▶ [Task description] Exact reproductions of all the entries, please, and no pictures.

▶ [Data shown]
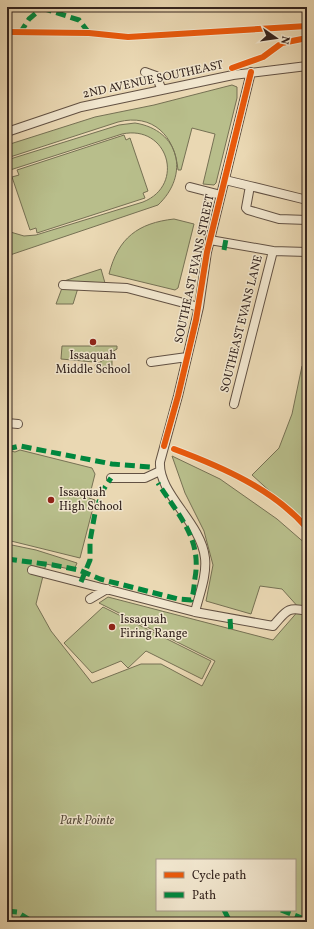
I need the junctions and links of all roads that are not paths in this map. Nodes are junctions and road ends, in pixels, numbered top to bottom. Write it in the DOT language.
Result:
graph roads {
  1 [pos="307,66"];
  2 [pos="145,72"];
  3 [pos="251,72"];
  4 [pos="162,90"];
  5 [pos="7,132"];
  6 [pos="225,180"];
  7 [pos="250,186"];
  8 [pos="190,187"];
  9 [pos="221,195"];
  10 [pos="307,200"];
  11 [pos="307,220"];
  12 [pos="210,240"];
  13 [pos="274,251"];
  14 [pos="307,252"];
  15 [pos="63,285"];
  16 [pos="199,307"];
  17 [pos="187,357"];
  18 [pos="151,362"];
  19 [pos="234,404"];
  20 [pos="7,423"];
  21 [pos="18,424"];
  22 [pos="160,471"];
  23 [pos="111,478"];
  24 [pos="32,570"];
  25 [pos="107,590"];
  26 [pos="90,599"];
  27 [pos="307,610"];
  28 [pos="195,612"];
  1 -- 3 [label="street, 2ND AVENUE SOUTHEAST"];
  2 -- 4 [label="street"];
  3 -- 4 [label="street, 2ND AVENUE SOUTHEAST"];
  3 -- 6 [label="street, SOUTHEAST EVANS STREET"];
  4 -- 5 [label="street, 2ND AVENUE SOUTHEAST"];
  6 -- 7 [label="street"];
  6 -- 9 [label="street, SOUTHEAST EVANS STREET"];
  7 -- 10 [label="street"];
  7 -- 11 [label="street"];
  8 -- 9 [label="street"];
  9 -- 12 [label="street, SOUTHEAST EVANS STREET"];
  12 -- 13 [label="street"];
  12 -- 16 [label="street, SOUTHEAST EVANS STREET"];
  13 -- 14 [label="street"];
  13 -- 19 [label="street, SOUTHEAST EVANS LANE"];
  15 -- 16 [label="street"];
  16 -- 17 [label="street, SOUTHEAST EVANS STREET"];
  17 -- 18 [label="street"];
  17 -- 22 [label="street, SOUTHEAST EVANS STREET"];
  20 -- 21 [label="street"];
  22 -- 23 [label="street"];
  22 -- 28 [label="street"];
  24 -- 25 [label="street"];
  25 -- 26 [label="street"];
  25 -- 28 [label="street"];
  27 -- 28 [label="street"];
}
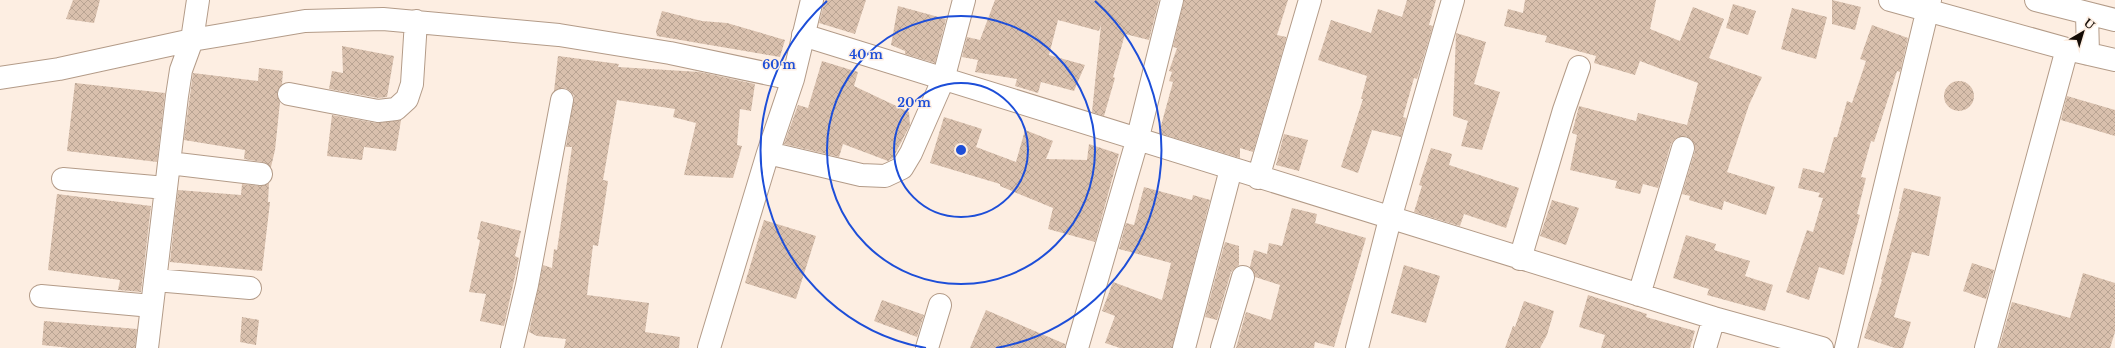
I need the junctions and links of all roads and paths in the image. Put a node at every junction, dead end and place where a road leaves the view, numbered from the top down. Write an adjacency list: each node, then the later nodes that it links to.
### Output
1 (198, 0): 14 (street)
2 (812, 0): 13 (street)
3 (964, 0): 19 (street)
4 (1172, 0): 22 (street)
5 (1310, 0): 28 (street)
6 (1453, 0): 31 (street)
7 (1890, 0): 9 (street)
8 (2036, 0): 12 (street)
9 (1929, 4): 12 (street); 51 (street)
10 (2115, 20): 12 (street)
11 (416, 21): 14 (street); 18 (street); 20 (street)
12 (2080, 28): 15 (street); 52 (street)
13 (803, 35): 18 (street); 19 (street)
14 (192, 40): 17 (street); 25 (street)
15 (2115, 60)
16 (1580, 67): 32 (street)
17 (0, 78)
18 (793, 79): 24 (street)
19 (944, 80): 22 (street); 24 (street)
20 (289, 94)
21 (562, 100): 42 (street)
22 (1137, 140): 26 (street); 45 (street)
23 (1683, 148): 36 (street)
24 (768, 153): 43 (street)
25 (169, 163): 27 (street); 30 (street)
26 (1231, 169): 28 (street); 46 (street)
27 (261, 174)
28 (1258, 178): 31 (street)
29 (63, 179): 30 (street)
30 (166, 188): 34 (street)
31 (1390, 219): 32 (street); 48 (street)
32 (1520, 258): 36 (street)
33 (1243, 277): 47 (street)
34 (155, 280): 35 (street); 39 (street)
35 (250, 288)
36 (1639, 295): 40 (street)
37 (42, 296): 39 (street)
38 (940, 305): 44 (street)
39 (152, 306): 41 (street)
40 (1714, 318): 49 (street); 50 (street)
41 (147, 348)
42 (512, 348)
43 (709, 348)
44 (926, 348)
45 (1077, 348)
46 (1184, 348)
47 (1222, 348)
48 (1356, 348)
49 (1705, 348)
50 (1822, 348)
51 (1846, 348)
52 (1986, 348)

▶ [Final answer]
I need the junctions and links of all roads that are not paths in this map. Nodes are junctions and road ends, in pixels, numbered top to bottom. Write it in the DOT language.
Result:
graph roads {
  1 [pos="307,66"];
  2 [pos="145,72"];
  3 [pos="251,72"];
  4 [pos="162,90"];
  5 [pos="7,132"];
  6 [pos="225,180"];
  7 [pos="250,186"];
  8 [pos="190,187"];
  9 [pos="221,195"];
  10 [pos="307,200"];
  11 [pos="307,220"];
  12 [pos="210,240"];
  13 [pos="274,251"];
  14 [pos="307,252"];
  15 [pos="63,285"];
  16 [pos="199,307"];
  17 [pos="187,357"];
  18 [pos="151,362"];
  19 [pos="234,404"];
  20 [pos="7,423"];
  21 [pos="18,424"];
  22 [pos="160,471"];
  23 [pos="111,478"];
  24 [pos="32,570"];
  25 [pos="107,590"];
  26 [pos="90,599"];
  27 [pos="307,610"];
  28 [pos="195,612"];
  1 -- 3 [label="street, 2ND AVENUE SOUTHEAST"];
  2 -- 4 [label="street"];
  3 -- 4 [label="street, 2ND AVENUE SOUTHEAST"];
  3 -- 6 [label="street, SOUTHEAST EVANS STREET"];
  4 -- 5 [label="street, 2ND AVENUE SOUTHEAST"];
  6 -- 7 [label="street"];
  6 -- 9 [label="street, SOUTHEAST EVANS STREET"];
  7 -- 10 [label="street"];
  7 -- 11 [label="street"];
  8 -- 9 [label="street"];
  9 -- 12 [label="street, SOUTHEAST EVANS STREET"];
  12 -- 13 [label="street"];
  12 -- 16 [label="street, SOUTHEAST EVANS STREET"];
  13 -- 14 [label="street"];
  13 -- 19 [label="street, SOUTHEAST EVANS LANE"];
  15 -- 16 [label="street"];
  16 -- 17 [label="street, SOUTHEAST EVANS STREET"];
  17 -- 18 [label="street"];
  17 -- 22 [label="street, SOUTHEAST EVANS STREET"];
  20 -- 21 [label="street"];
  22 -- 23 [label="street"];
  22 -- 28 [label="street"];
  24 -- 25 [label="street"];
  25 -- 26 [label="street"];
  25 -- 28 [label="street"];
  27 -- 28 [label="street"];
}
I need the junctions and links of all roads and paths in the image. Put a node at every junction, dead end and place where a road leaves the view, numbered from the top down. Write an adjacency list: each node, then the later nodes that it links to.
### Output
1 (198, 0): 14 (street)
2 (812, 0): 13 (street)
3 (964, 0): 19 (street)
4 (1172, 0): 22 (street)
5 (1310, 0): 28 (street)
6 (1453, 0): 31 (street)
7 (1890, 0): 9 (street)
8 (2036, 0): 12 (street)
9 (1929, 4): 12 (street); 51 (street)
10 (2115, 20): 12 (street)
11 (416, 21): 14 (street); 18 (street); 20 (street)
12 (2080, 28): 15 (street); 52 (street)
13 (803, 35): 18 (street); 19 (street)
14 (192, 40): 17 (street); 25 (street)
15 (2115, 60)
16 (1580, 67): 32 (street)
17 (0, 78)
18 (793, 79): 24 (street)
19 (944, 80): 22 (street); 24 (street)
20 (289, 94)
21 (562, 100): 42 (street)
22 (1137, 140): 26 (street); 45 (street)
23 (1683, 148): 36 (street)
24 (768, 153): 43 (street)
25 (169, 163): 27 (street); 30 (street)
26 (1231, 169): 28 (street); 46 (street)
27 (261, 174)
28 (1258, 178): 31 (street)
29 (63, 179): 30 (street)
30 (166, 188): 34 (street)
31 (1390, 219): 32 (street); 48 (street)
32 (1520, 258): 36 (street)
33 (1243, 277): 47 (street)
34 (155, 280): 35 (street); 39 (street)
35 (250, 288)
36 (1639, 295): 40 (street)
37 (42, 296): 39 (street)
38 (940, 305): 44 (street)
39 (152, 306): 41 (street)
40 (1714, 318): 49 (street); 50 (street)
41 (147, 348)
42 (512, 348)
43 (709, 348)
44 (926, 348)
45 (1077, 348)
46 (1184, 348)
47 (1222, 348)
48 (1356, 348)
49 (1705, 348)
50 (1822, 348)
51 (1846, 348)
52 (1986, 348)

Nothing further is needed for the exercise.